### Problem to work on
From the records below, please repeat exactly the line that has "options = cairo.FontOptions()", the line that has "cr.rel_move_to(letter + word", and every line between them, and nothing else.

### Data section
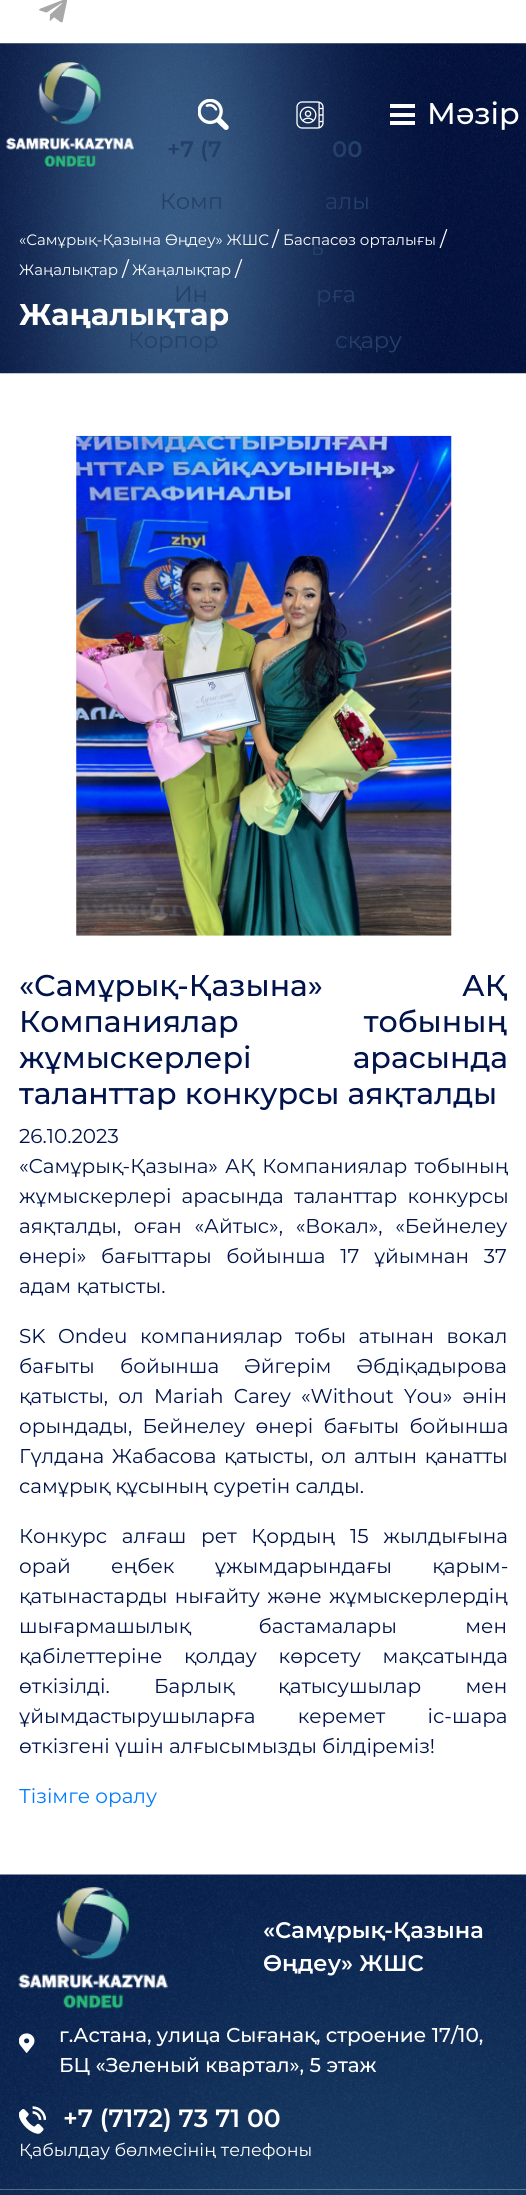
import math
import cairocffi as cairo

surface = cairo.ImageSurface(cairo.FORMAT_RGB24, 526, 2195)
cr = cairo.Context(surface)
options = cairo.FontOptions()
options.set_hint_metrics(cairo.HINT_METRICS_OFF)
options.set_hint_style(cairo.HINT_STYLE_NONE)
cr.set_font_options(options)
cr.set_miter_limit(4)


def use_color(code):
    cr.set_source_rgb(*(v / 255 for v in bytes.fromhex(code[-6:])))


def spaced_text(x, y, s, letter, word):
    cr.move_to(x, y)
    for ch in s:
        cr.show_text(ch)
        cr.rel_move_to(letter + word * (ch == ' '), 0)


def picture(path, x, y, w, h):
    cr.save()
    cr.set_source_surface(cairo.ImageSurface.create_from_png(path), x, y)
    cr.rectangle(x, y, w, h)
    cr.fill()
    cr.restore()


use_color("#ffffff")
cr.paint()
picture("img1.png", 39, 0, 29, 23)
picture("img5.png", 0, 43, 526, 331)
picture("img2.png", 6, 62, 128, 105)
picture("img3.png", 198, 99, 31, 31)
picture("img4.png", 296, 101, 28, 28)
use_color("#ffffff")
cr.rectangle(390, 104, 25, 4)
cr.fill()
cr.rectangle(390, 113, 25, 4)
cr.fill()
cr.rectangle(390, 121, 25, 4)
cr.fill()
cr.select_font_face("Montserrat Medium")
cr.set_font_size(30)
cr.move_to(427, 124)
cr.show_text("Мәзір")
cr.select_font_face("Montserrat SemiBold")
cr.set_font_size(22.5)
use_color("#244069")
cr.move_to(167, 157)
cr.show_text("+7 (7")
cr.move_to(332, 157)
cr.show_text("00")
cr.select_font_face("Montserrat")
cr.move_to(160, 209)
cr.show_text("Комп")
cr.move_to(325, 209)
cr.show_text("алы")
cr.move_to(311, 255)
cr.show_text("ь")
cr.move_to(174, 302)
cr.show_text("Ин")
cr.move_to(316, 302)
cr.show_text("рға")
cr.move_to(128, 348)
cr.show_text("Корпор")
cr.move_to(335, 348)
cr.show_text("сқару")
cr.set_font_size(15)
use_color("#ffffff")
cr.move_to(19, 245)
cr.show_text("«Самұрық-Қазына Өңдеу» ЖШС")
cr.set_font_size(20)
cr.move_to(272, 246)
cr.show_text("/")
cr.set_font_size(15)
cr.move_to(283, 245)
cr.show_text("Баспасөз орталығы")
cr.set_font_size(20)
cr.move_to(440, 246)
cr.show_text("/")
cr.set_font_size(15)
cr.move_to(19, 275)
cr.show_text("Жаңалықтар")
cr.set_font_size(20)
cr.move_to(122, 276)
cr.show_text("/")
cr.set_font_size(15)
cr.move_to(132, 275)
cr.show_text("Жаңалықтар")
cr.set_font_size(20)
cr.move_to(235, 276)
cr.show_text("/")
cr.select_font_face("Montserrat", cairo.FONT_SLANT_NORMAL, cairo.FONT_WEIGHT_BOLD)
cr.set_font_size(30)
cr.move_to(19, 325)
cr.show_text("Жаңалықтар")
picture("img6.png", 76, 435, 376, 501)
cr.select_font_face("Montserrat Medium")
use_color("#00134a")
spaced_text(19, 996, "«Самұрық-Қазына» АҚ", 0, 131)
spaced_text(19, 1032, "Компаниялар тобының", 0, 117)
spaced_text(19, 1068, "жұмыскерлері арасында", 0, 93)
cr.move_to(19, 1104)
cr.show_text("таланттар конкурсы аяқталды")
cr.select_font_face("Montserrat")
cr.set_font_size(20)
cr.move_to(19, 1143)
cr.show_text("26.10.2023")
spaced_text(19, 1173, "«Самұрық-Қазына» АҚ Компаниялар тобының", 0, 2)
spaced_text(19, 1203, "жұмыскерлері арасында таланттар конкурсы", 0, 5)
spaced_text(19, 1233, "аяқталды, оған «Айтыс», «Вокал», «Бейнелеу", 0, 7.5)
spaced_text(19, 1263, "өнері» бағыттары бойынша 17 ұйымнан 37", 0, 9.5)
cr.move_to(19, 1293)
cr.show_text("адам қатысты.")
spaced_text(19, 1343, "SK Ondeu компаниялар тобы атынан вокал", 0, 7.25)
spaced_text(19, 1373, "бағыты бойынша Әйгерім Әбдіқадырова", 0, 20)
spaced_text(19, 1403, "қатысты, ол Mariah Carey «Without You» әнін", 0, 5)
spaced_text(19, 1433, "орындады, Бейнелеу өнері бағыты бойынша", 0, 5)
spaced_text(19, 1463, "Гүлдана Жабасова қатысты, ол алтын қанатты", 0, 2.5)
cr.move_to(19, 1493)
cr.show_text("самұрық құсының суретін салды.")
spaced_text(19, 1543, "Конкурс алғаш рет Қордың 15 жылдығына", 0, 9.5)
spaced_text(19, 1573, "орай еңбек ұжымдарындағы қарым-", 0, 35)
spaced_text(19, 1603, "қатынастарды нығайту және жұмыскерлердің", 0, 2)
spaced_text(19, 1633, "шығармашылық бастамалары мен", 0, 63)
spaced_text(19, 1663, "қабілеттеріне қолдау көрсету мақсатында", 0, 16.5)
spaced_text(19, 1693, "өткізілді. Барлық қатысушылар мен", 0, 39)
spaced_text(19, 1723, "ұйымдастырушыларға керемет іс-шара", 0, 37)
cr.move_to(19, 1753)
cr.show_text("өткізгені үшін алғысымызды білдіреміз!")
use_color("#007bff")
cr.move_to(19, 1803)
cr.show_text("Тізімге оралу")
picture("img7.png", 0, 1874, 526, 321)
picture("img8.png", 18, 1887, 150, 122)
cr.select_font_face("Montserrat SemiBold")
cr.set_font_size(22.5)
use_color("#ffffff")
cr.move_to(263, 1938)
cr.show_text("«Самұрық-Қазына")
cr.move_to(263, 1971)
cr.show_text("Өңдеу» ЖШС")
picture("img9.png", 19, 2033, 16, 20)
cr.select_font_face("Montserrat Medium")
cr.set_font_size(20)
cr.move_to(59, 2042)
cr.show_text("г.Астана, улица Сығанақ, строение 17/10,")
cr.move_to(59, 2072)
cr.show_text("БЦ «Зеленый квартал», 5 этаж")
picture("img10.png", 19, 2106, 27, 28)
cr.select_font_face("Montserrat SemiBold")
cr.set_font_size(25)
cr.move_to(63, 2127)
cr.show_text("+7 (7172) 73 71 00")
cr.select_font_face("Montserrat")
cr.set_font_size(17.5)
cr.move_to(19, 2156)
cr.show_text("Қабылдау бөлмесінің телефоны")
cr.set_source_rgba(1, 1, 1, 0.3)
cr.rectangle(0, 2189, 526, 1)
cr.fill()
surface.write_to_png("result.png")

### Result of the task
options = cairo.FontOptions()
options.set_hint_metrics(cairo.HINT_METRICS_OFF)
options.set_hint_style(cairo.HINT_STYLE_NONE)
cr.set_font_options(options)
cr.set_miter_limit(4)


def use_color(code):
    cr.set_source_rgb(*(v / 255 for v in bytes.fromhex(code[-6:])))


def spaced_text(x, y, s, letter, word):
    cr.move_to(x, y)
    for ch in s:
        cr.show_text(ch)
        cr.rel_move_to(letter + word * (ch == ' '), 0)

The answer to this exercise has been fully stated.